> **Try it**
Please output exactly the part of the records below that opens with the line containing "Road topology of the street" and closes with the line containing "Road topology of the map", both lines included, and nothing else.
——————
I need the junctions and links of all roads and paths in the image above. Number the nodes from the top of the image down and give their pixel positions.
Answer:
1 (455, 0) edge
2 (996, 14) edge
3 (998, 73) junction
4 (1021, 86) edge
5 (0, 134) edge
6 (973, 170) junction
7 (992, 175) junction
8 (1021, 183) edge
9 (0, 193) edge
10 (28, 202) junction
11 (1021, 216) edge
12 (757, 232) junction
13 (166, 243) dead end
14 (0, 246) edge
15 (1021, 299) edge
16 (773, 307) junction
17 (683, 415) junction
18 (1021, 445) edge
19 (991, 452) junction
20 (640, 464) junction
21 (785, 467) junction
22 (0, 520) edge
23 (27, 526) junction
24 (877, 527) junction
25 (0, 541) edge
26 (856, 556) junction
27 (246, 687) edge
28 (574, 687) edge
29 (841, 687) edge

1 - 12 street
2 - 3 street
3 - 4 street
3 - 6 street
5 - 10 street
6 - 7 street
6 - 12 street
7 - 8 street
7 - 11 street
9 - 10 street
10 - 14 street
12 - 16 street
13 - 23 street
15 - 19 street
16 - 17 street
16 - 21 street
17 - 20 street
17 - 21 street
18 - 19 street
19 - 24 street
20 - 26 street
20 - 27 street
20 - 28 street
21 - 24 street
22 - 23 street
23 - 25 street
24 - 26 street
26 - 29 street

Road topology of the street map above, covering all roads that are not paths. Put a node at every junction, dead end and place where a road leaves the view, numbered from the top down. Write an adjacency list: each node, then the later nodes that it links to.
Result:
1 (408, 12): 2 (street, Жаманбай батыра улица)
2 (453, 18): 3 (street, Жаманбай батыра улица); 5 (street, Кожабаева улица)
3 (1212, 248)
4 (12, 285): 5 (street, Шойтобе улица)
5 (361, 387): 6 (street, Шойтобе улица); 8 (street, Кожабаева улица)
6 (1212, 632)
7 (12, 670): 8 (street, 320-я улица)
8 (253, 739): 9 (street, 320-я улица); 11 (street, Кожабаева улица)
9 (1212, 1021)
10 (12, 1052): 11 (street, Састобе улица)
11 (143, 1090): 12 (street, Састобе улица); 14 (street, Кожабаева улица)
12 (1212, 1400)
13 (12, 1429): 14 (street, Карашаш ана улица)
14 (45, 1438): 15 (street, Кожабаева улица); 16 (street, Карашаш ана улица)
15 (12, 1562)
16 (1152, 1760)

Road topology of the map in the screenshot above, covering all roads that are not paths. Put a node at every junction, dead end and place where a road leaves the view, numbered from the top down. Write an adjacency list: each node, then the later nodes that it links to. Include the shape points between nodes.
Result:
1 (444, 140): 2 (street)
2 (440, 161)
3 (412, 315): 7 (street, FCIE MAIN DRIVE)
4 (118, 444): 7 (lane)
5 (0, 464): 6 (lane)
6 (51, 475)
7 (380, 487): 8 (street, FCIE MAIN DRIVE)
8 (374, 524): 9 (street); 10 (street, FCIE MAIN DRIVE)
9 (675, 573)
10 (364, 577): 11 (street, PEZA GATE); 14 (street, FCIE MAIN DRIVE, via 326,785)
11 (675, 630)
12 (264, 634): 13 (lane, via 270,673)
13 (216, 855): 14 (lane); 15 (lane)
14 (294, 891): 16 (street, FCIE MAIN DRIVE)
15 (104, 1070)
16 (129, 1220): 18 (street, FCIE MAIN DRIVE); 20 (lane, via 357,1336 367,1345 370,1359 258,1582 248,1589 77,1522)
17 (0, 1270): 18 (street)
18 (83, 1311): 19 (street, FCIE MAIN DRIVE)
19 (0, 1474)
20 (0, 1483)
——————
> **The answer**
Road topology of the street map above, covering all roads that are not paths. Put a node at every junction, dead end and place where a road leaves the view, numbered from the top down. Write an adjacency list: each node, then the later nodes that it links to.
Result:
1 (408, 12): 2 (street, Жаманбай батыра улица)
2 (453, 18): 3 (street, Жаманбай батыра улица); 5 (street, Кожабаева улица)
3 (1212, 248)
4 (12, 285): 5 (street, Шойтобе улица)
5 (361, 387): 6 (street, Шойтобе улица); 8 (street, Кожабаева улица)
6 (1212, 632)
7 (12, 670): 8 (street, 320-я улица)
8 (253, 739): 9 (street, 320-я улица); 11 (street, Кожабаева улица)
9 (1212, 1021)
10 (12, 1052): 11 (street, Састобе улица)
11 (143, 1090): 12 (street, Састобе улица); 14 (street, Кожабаева улица)
12 (1212, 1400)
13 (12, 1429): 14 (street, Карашаш ана улица)
14 (45, 1438): 15 (street, Кожабаева улица); 16 (street, Карашаш ана улица)
15 (12, 1562)
16 (1152, 1760)

Road topology of the map in the screenshot above, covering all roads that are not paths. Put a node at every junction, dead end and place where a road leaves the view, numbered from the top down. Write an adjacency list: each node, then the later nodes that it links to. Include the shape points between nodes.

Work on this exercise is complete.